Fleer again went with a banner, but this time the borders are in the new team's color. Hoops, the first NBA set ever with two series, didn't include any cards of either team in series 1, but made up for it in a big way with actual action photos...mostly...in series 2.

1995-96: Toronto Raptors, Vancouver Grizzlies
The 1995-96 expansion teams have always carried a particular favor with me- I discovered the sport during the 1995-96 season, so while I didn't see them from the very beginning, I did get in on the ground floor. They also had the most cardboard coverage of any expansion teams, both due to the fact that there were significantly more sets produced, and it was the 1990s, the true golden age of cards, and everything was documented well.
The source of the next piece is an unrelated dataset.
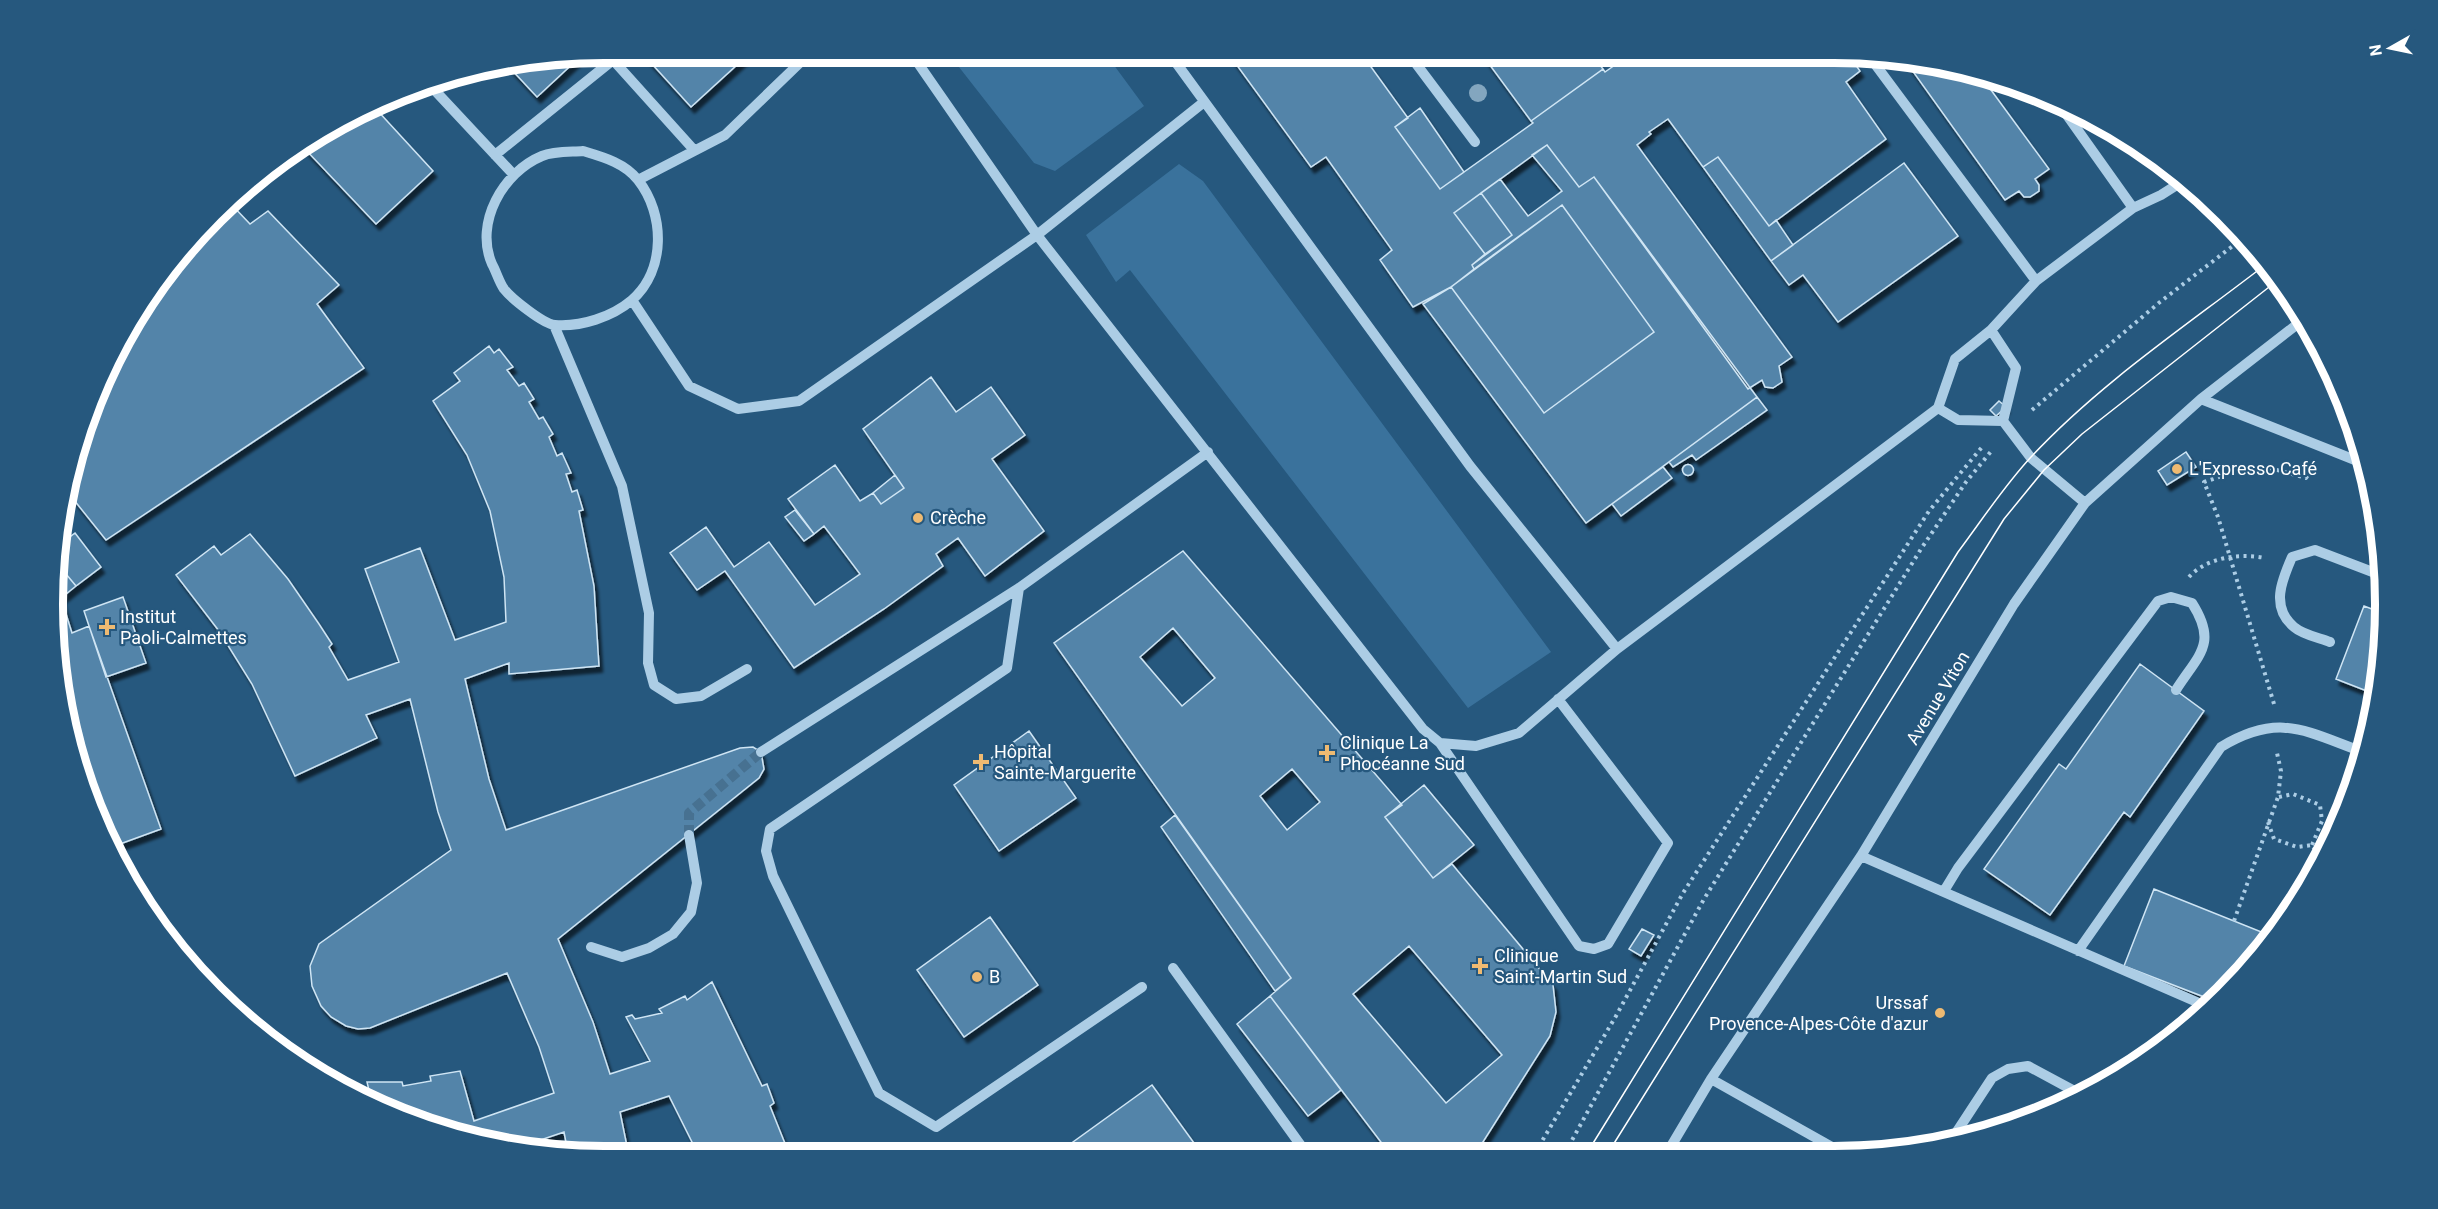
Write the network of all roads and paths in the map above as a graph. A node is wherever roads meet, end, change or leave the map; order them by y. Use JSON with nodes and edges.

 Collector's Choice, Finest, Flair, Metal and Ultra all featured "Drafted by" cards in series 1 and action photos in series 2. I've only chosen to show one example here.
 E-XL, SP, SP Championship, SPx and Topps Gallery all came out late enough in the season that they ONLY include action photos of the teams.


 Fleer, Hoops and Ultra had special subsets for the two new teams. Flair did as well, but the cards looked almost exactly the same as other teams- instead of black on the back, it's team colored, and they lack the pearlescent metallic aspect other teams had.

 Jam Session and Panini ONLY have "drafted by" cards


 Skybox only had a team logo card in series 1, no player cards. All the player cards, using the basic design concept of the set, appear in series 2.


 Stadium Club and Topps both had close-up headshots of the drafted players in series 1, and action photos in series 2.


 Topps also released a special set with the Inaugural Season logo in gold foil. This may have been exclusive to Wal-Mart.












 Note: I don't have any of the Raptors from SP Championship scanned yet.






Both teams also got something no other expansion teams before them did- a card from before they officially existed. 1994-95 Fleer gave a card, showing the logos, of each of the two Canadian teams, with a brief history of how they came to be on the back. I specifically got them out and pulled them up in the scanning order for this post.



2004-05: Charlotte Bobcats
The Bobcats' introduction in 2004 was met with almost no fanfare. This may be due to the fact that many people feel like it was correcting a wrong, and that the Bobcats were just a replacement for the Hornets, which had been moved to New Orleans in 2002. That's not wrong, but for the Bobcats it led to cards like we hadn't seen since 1980-81- they just showed up in sets, varying from photos with the old team but the new team colors, to action photos in late season releases, to staged photos.

























That's not even all the sets, there are a couple I don't have a Bobcats card, or at least scanned, from.
By this point, Series 2s were a thing of the past, unfortunately. As you can see, at this point many of the sets were more about gimmicks than actually documenting the game- which played a role in why I walked away from the sport in 2006, although I now regret it. The Bobcats also got a team logo card issued the year before they joined the league, an insert in Bazooka.

No, your eyes don't deceive you, they are meant as window clings and are all printed in reverse on clear plasticy material.

And that's all of them. There has been renewed talk of possible expansion in the wake of the Coronavirus...each new team has to pay between $10 and 25 million to enter the league, and the NBA may see this as a way to offset the revenue losses from the shut down. (coupled with the success of the Vegas Golden Knights in the NHL) I truly hope it happens. There is talk of a new team in Las Vegas and a new Seattle SuperSonics, which would make many long time NBA fans happy. There's also been a push to restart the Kentucky Colonels, a former ABA franchise, but that seemed to get less traction. I hope it does happen eventually, because there's little that's more exciting than a new franchise entering the sport.